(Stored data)
╭──
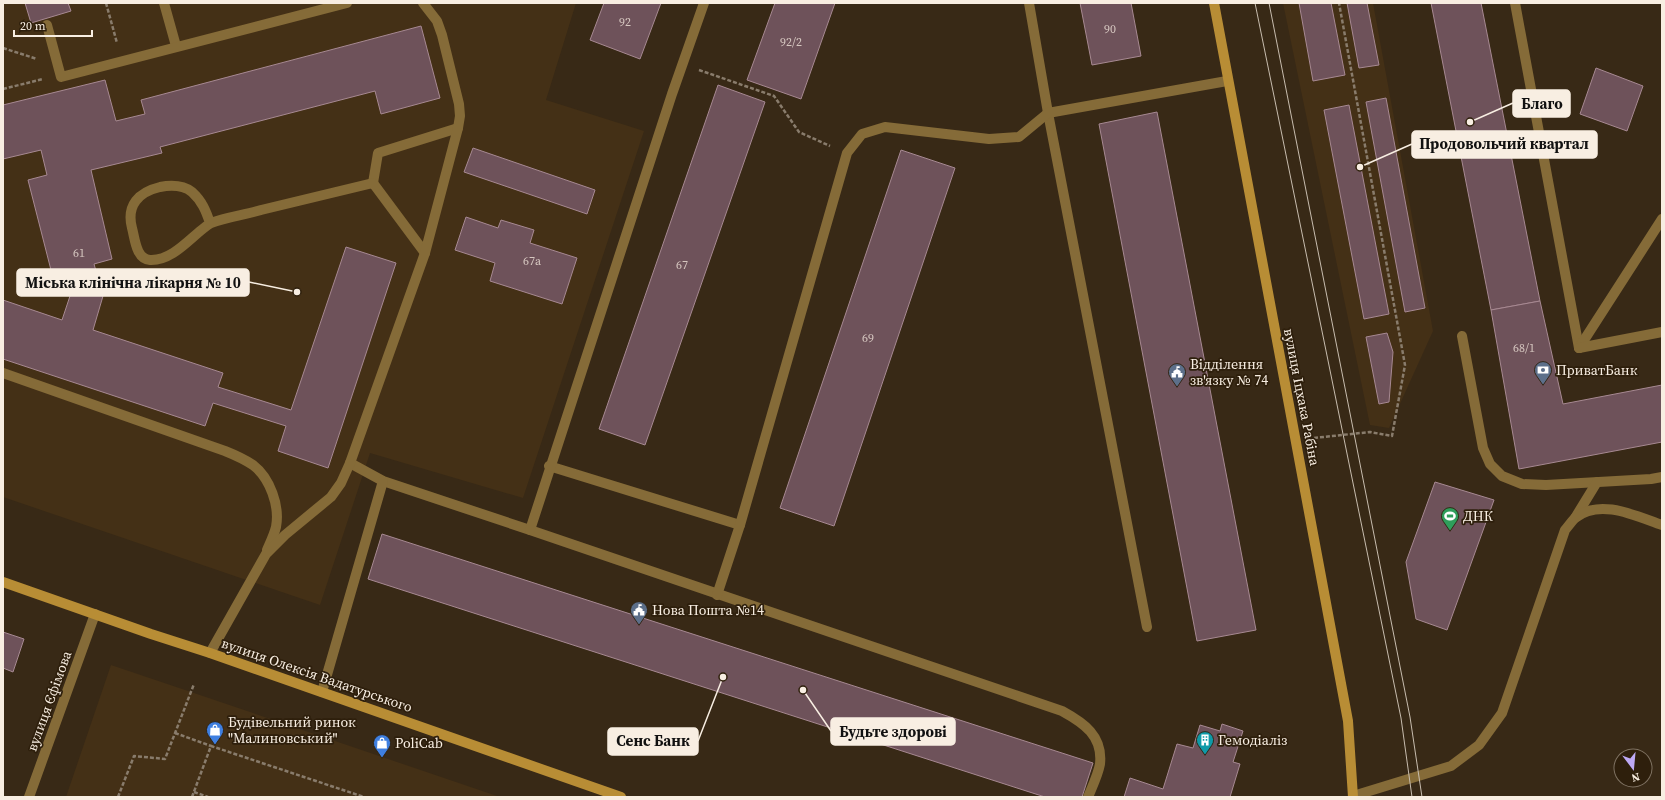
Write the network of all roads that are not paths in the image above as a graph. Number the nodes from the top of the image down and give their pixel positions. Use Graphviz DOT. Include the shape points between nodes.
graph roads {
  1 [pos="164,3"];
  2 [pos="348,3"];
  3 [pos="423,3"];
  4 [pos="704,3"];
  5 [pos="1029,3"];
  6 [pos="1214,3"];
  7 [pos="1515,3"];
  8 [pos="47,25"];
  9 [pos="176,46"];
  10 [pos="1227,81"];
  11 [pos="1048,113"];
  12 [pos="458,128"];
  13 [pos="373,183"];
  14 [pos="1662,219"];
  15 [pos="210,223"];
  16 [pos="425,253"];
  17 [pos="1662,332"];
  18 [pos="1462,336"];
  19 [pos="1579,348"];
  20 [pos="3,373"];
  21 [pos="350,463"];
  22 [pos="550,466"];
  23 [pos="1662,477"];
  24 [pos="383,481"];
  25 [pos="1597,482"];
  26 [pos="1575,518"];
  27 [pos="740,525"];
  28 [pos="1662,525"];
  29 [pos="530,530"];
  30 [pos="266,554"];
  31 [pos="3,582"];
  32 [pos="717,595"];
  33 [pos="95,614"];
  34 [pos="1147,627"];
  35 [pos="210,653"];
  36 [pos="322,692"];
  37 [pos="1353,796"];
  38 [pos="29,797"];
  39 [pos="621,797"];
  40 [pos="1088,797"];
  1 -- 9 [label="street"];
  2 -- 9 [label="street"];
  3 -- 12 [label="street" via="437,22 442,35 459,104"];
  4 -- 22 [label="street"];
  5 -- 11 [label="street"];
  6 -- 10 [label="street, вулиця Іцхака Рабіна"];
  7 -- 19 [label="street"];
  8 -- 9 [label="street" via="61,77"];
  10 -- 11 [label="street"];
  10 -- 37 [label="street, вулиця Іцхака Рабіна" via="1348,721"];
  11 -- 27 [label="street" via="1018,137 988,139 885,127 862,134 847,153"];
  11 -- 34 [label="street"];
  12 -- 13 [label="street" via="378,153"];
  12 -- 16 [label="street"];
  13 -- 15 [label="street"];
  13 -- 16 [label="street"];
  14 -- 19 [label="street"];
  15 -- 15 [label="street" via="176,251 163,258 149,260 140,256 130,219 132,208 144,192 170,185 191,191 203,205"];
  16 -- 21 [label="street"];
  17 -- 19 [label="street"];
  18 -- 25 [label="street" via="1483,448 1490,464 1502,476 1522,484"];
  20 -- 30 [label="street" via="242,458 265,479 276,509 276,527"];
  21 -- 24 [label="street"];
  21 -- 30 [label="street" via="331,497"];
  22 -- 27 [label="street"];
  22 -- 29 [label="street"];
  23 -- 25 [label="street"];
  24 -- 29 [label="street"];
  24 -- 36 [label="street"];
  25 -- 26 [label="street"];
  26 -- 28 [label="street" via="1590,511 1605,509 1620,511"];
  26 -- 37 [label="street" via="1564,530 1502,713 1479,745 1451,766"];
  27 -- 32 [label="street"];
  29 -- 32 [label="street"];
  30 -- 35 [label="street"];
  31 -- 33 [label="street, вулиця Олексія Вадатурського"];
  32 -- 40 [label="street" via="1062,711 1093,733 1099,747 1100,764"];
  33 -- 35 [label="street, вулиця Олексія Вадатурського"];
  33 -- 38 [label="street, вулиця Єфімова"];
  35 -- 36 [label="street, вулиця Олексія Вадатурського"];
  36 -- 39 [label="street, вулиця Олексія Вадатурського"];
}
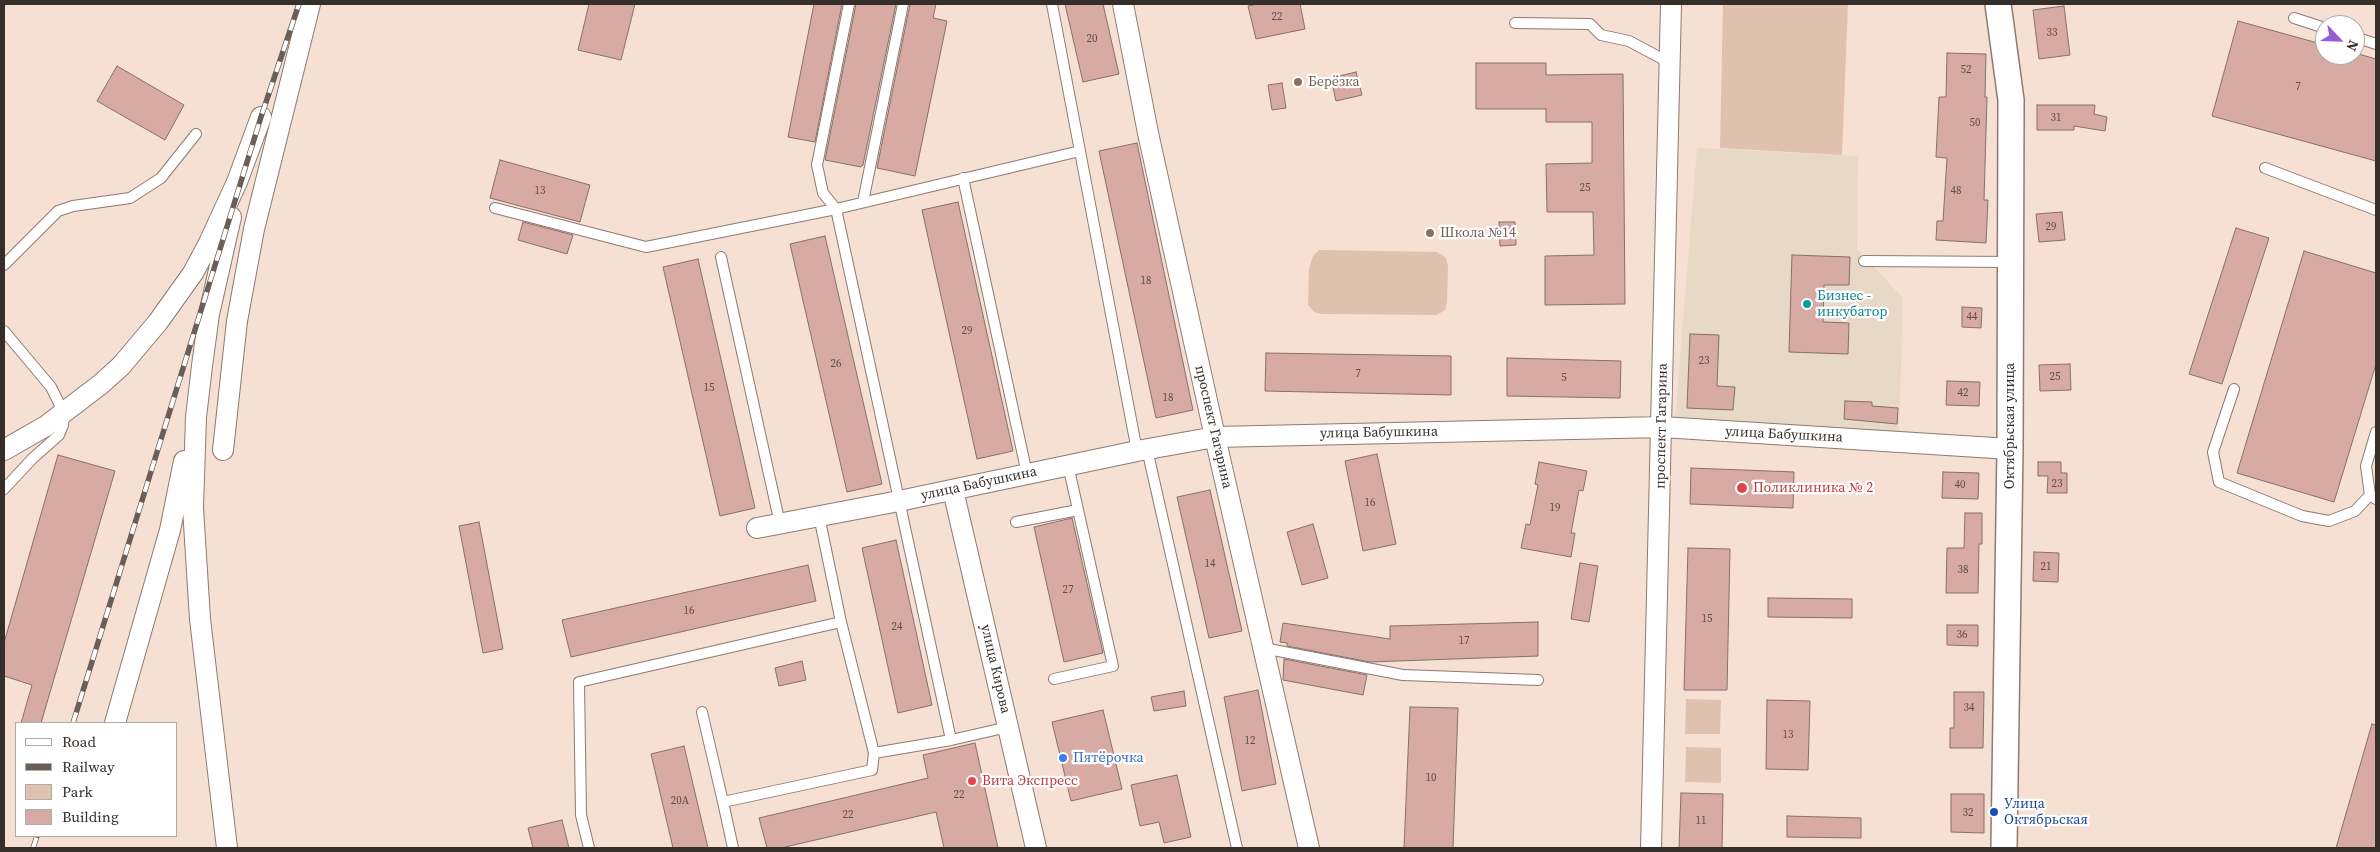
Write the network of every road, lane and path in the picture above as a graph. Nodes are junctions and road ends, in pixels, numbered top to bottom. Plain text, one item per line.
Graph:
1 (310, 4) edge
2 (849, 4) edge
3 (904, 4) edge
4 (1052, 4) edge
5 (1123, 4) edge
6 (1671, 4) edge
7 (1998, 4) edge
8 (2294, 18) dead end
9 (1515, 22) dead end
10 (2315, 25) edge
11 (1670, 63) junction
12 (261, 117) dead end
13 (196, 134) dead end
14 (1080, 151) junction
15 (2265, 168) dead end
16 (963, 178) junction
17 (863, 202) junction
18 (495, 208) dead end
19 (836, 209) junction
20 (2376, 210) edge
21 (231, 217) dead end
22 (721, 257) dead end
23 (1864, 261) dead end
24 (2010, 262) junction
25 (4, 265) edge
26 (4, 331) edge
27 (202, 366) junction
28 (2234, 388) dead end
29 (64, 413) junction
30 (1662, 428) junction
31 (2376, 432) edge
32 (1215, 437) junction
33 (2010, 449) junction
34 (4, 450) edge
35 (223, 450) dead end
36 (1142, 450) junction
37 (1068, 465) junction
38 (1027, 474) junction
39 (4, 489) edge
40 (953, 490) junction
41 (2373, 497) edge
42 (899, 501) junction
43 (1078, 510) junction
44 (819, 516) junction
45 (1016, 522) dead end
46 (780, 524) junction
47 (757, 528) dead end
48 (841, 622) junction
49 (1262, 648) junction
50 (1054, 679) dead end
51 (1538, 680) dead end
52 (702, 712) dead end
53 (115, 722) edge
54 (1008, 727) junction
55 (951, 740) junction
56 (874, 753) junction
57 (723, 802) junction
58 (227, 848) edge
59 (589, 848) edge
60 (734, 848) edge
61 (1036, 848) edge
62 (1236, 848) edge
63 (1309, 848) edge
64 (1652, 848) edge
65 (2004, 848) edge

1 - 35 street
2 - 19 lane
3 - 17 lane
4 - 14 lane
5 - 32 street, проспект Гагарина
6 - 11 street, проспект Гагарина
7 - 24 street, Октябрьская улица
8 - 10 lane
9 - 11 lane
11 - 30 street, проспект Гагарина
12 - 29 street
13 - 25 lane
14 - 16 lane
14 - 36 lane
15 - 20 lane
16 - 17 lane
16 - 38 lane
17 - 19 lane
18 - 19 lane
19 - 42 lane
21 - 27 street
22 - 46 lane
23 - 24 lane
24 - 33 street, Октябрьская улица
26 - 29 lane
27 - 53 street
27 - 58 street
28 - 41 lane
29 - 34 street
29 - 39 lane
30 - 32 street, улица Бабушкина
30 - 33 street, улица Бабушкина
30 - 64 street, проспект Гагарина
31 - 41 lane
32 - 36 street, улица Бабушкина
32 - 49 street, проспект Гагарина
33 - 65 street, Октябрьская улица
36 - 37 street, улица Бабушкина
36 - 62 lane
37 - 38 street, улица Бабушкина
37 - 43 lane
38 - 40 street, улица Бабушкина
40 - 42 street, улица Бабушкина
40 - 54 street, улица Кирова
42 - 44 street, улица Бабушкина
42 - 55 lane
43 - 45 lane
43 - 50 lane
44 - 46 street, улица Бабушкина
44 - 48 lane
46 - 47 street, улица Бабушкина
48 - 56 lane
48 - 59 lane
49 - 51 lane
49 - 63 street, проспект Гагарина
52 - 57 lane
54 - 55 lane
54 - 61 street, улица Кирова
55 - 56 lane
56 - 57 lane
57 - 60 lane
╰──
▶ Task description: Copy the records exactly. Skip any pictures.

▶ Result of this exercise:
Write the network of all roads that are not paths in the image above as a graph. Number the nodes from the top of the image down and give their pixel positions. Use Graphviz DOT. Include the shape points between nodes.
graph roads {
  1 [pos="164,3"];
  2 [pos="348,3"];
  3 [pos="423,3"];
  4 [pos="704,3"];
  5 [pos="1029,3"];
  6 [pos="1214,3"];
  7 [pos="1515,3"];
  8 [pos="47,25"];
  9 [pos="176,46"];
  10 [pos="1227,81"];
  11 [pos="1048,113"];
  12 [pos="458,128"];
  13 [pos="373,183"];
  14 [pos="1662,219"];
  15 [pos="210,223"];
  16 [pos="425,253"];
  17 [pos="1662,332"];
  18 [pos="1462,336"];
  19 [pos="1579,348"];
  20 [pos="3,373"];
  21 [pos="350,463"];
  22 [pos="550,466"];
  23 [pos="1662,477"];
  24 [pos="383,481"];
  25 [pos="1597,482"];
  26 [pos="1575,518"];
  27 [pos="740,525"];
  28 [pos="1662,525"];
  29 [pos="530,530"];
  30 [pos="266,554"];
  31 [pos="3,582"];
  32 [pos="717,595"];
  33 [pos="95,614"];
  34 [pos="1147,627"];
  35 [pos="210,653"];
  36 [pos="322,692"];
  37 [pos="1353,796"];
  38 [pos="29,797"];
  39 [pos="621,797"];
  40 [pos="1088,797"];
  1 -- 9 [label="street"];
  2 -- 9 [label="street"];
  3 -- 12 [label="street" via="437,22 442,35 459,104"];
  4 -- 22 [label="street"];
  5 -- 11 [label="street"];
  6 -- 10 [label="street, вулиця Іцхака Рабіна"];
  7 -- 19 [label="street"];
  8 -- 9 [label="street" via="61,77"];
  10 -- 11 [label="street"];
  10 -- 37 [label="street, вулиця Іцхака Рабіна" via="1348,721"];
  11 -- 27 [label="street" via="1018,137 988,139 885,127 862,134 847,153"];
  11 -- 34 [label="street"];
  12 -- 13 [label="street" via="378,153"];
  12 -- 16 [label="street"];
  13 -- 15 [label="street"];
  13 -- 16 [label="street"];
  14 -- 19 [label="street"];
  15 -- 15 [label="street" via="176,251 163,258 149,260 140,256 130,219 132,208 144,192 170,185 191,191 203,205"];
  16 -- 21 [label="street"];
  17 -- 19 [label="street"];
  18 -- 25 [label="street" via="1483,448 1490,464 1502,476 1522,484"];
  20 -- 30 [label="street" via="242,458 265,479 276,509 276,527"];
  21 -- 24 [label="street"];
  21 -- 30 [label="street" via="331,497"];
  22 -- 27 [label="street"];
  22 -- 29 [label="street"];
  23 -- 25 [label="street"];
  24 -- 29 [label="street"];
  24 -- 36 [label="street"];
  25 -- 26 [label="street"];
  26 -- 28 [label="street" via="1590,511 1605,509 1620,511"];
  26 -- 37 [label="street" via="1564,530 1502,713 1479,745 1451,766"];
  27 -- 32 [label="street"];
  29 -- 32 [label="street"];
  30 -- 35 [label="street"];
  31 -- 33 [label="street, вулиця Олексія Вадатурського"];
  32 -- 40 [label="street" via="1062,711 1093,733 1099,747 1100,764"];
  33 -- 35 [label="street, вулиця Олексія Вадатурського"];
  33 -- 38 [label="street, вулиця Єфімова"];
  35 -- 36 [label="street, вулиця Олексія Вадатурського"];
  36 -- 39 [label="street, вулиця Олексія Вадатурського"];
}
Write the network of every road, lane and path in the picture above as a graph. Nodes are junctions and road ends, in pixels, numbered top to bottom. Plain text, one item per line.
Graph:
1 (310, 4) edge
2 (849, 4) edge
3 (904, 4) edge
4 (1052, 4) edge
5 (1123, 4) edge
6 (1671, 4) edge
7 (1998, 4) edge
8 (2294, 18) dead end
9 (1515, 22) dead end
10 (2315, 25) edge
11 (1670, 63) junction
12 (261, 117) dead end
13 (196, 134) dead end
14 (1080, 151) junction
15 (2265, 168) dead end
16 (963, 178) junction
17 (863, 202) junction
18 (495, 208) dead end
19 (836, 209) junction
20 (2376, 210) edge
21 (231, 217) dead end
22 (721, 257) dead end
23 (1864, 261) dead end
24 (2010, 262) junction
25 (4, 265) edge
26 (4, 331) edge
27 (202, 366) junction
28 (2234, 388) dead end
29 (64, 413) junction
30 (1662, 428) junction
31 (2376, 432) edge
32 (1215, 437) junction
33 (2010, 449) junction
34 (4, 450) edge
35 (223, 450) dead end
36 (1142, 450) junction
37 (1068, 465) junction
38 (1027, 474) junction
39 (4, 489) edge
40 (953, 490) junction
41 (2373, 497) edge
42 (899, 501) junction
43 (1078, 510) junction
44 (819, 516) junction
45 (1016, 522) dead end
46 (780, 524) junction
47 (757, 528) dead end
48 (841, 622) junction
49 (1262, 648) junction
50 (1054, 679) dead end
51 (1538, 680) dead end
52 (702, 712) dead end
53 (115, 722) edge
54 (1008, 727) junction
55 (951, 740) junction
56 (874, 753) junction
57 (723, 802) junction
58 (227, 848) edge
59 (589, 848) edge
60 (734, 848) edge
61 (1036, 848) edge
62 (1236, 848) edge
63 (1309, 848) edge
64 (1652, 848) edge
65 (2004, 848) edge

1 - 35 street
2 - 19 lane
3 - 17 lane
4 - 14 lane
5 - 32 street, проспект Гагарина
6 - 11 street, проспект Гагарина
7 - 24 street, Октябрьская улица
8 - 10 lane
9 - 11 lane
11 - 30 street, проспект Гагарина
12 - 29 street
13 - 25 lane
14 - 16 lane
14 - 36 lane
15 - 20 lane
16 - 17 lane
16 - 38 lane
17 - 19 lane
18 - 19 lane
19 - 42 lane
21 - 27 street
22 - 46 lane
23 - 24 lane
24 - 33 street, Октябрьская улица
26 - 29 lane
27 - 53 street
27 - 58 street
28 - 41 lane
29 - 34 street
29 - 39 lane
30 - 32 street, улица Бабушкина
30 - 33 street, улица Бабушкина
30 - 64 street, проспект Гагарина
31 - 41 lane
32 - 36 street, улица Бабушкина
32 - 49 street, проспект Гагарина
33 - 65 street, Октябрьская улица
36 - 37 street, улица Бабушкина
36 - 62 lane
37 - 38 street, улица Бабушкина
37 - 43 lane
38 - 40 street, улица Бабушкина
40 - 42 street, улица Бабушкина
40 - 54 street, улица Кирова
42 - 44 street, улица Бабушкина
42 - 55 lane
43 - 45 lane
43 - 50 lane
44 - 46 street, улица Бабушкина
44 - 48 lane
46 - 47 street, улица Бабушкина
48 - 56 lane
48 - 59 lane
49 - 51 lane
49 - 63 street, проспект Гагарина
52 - 57 lane
54 - 55 lane
54 - 61 street, улица Кирова
55 - 56 lane
56 - 57 lane
57 - 60 lane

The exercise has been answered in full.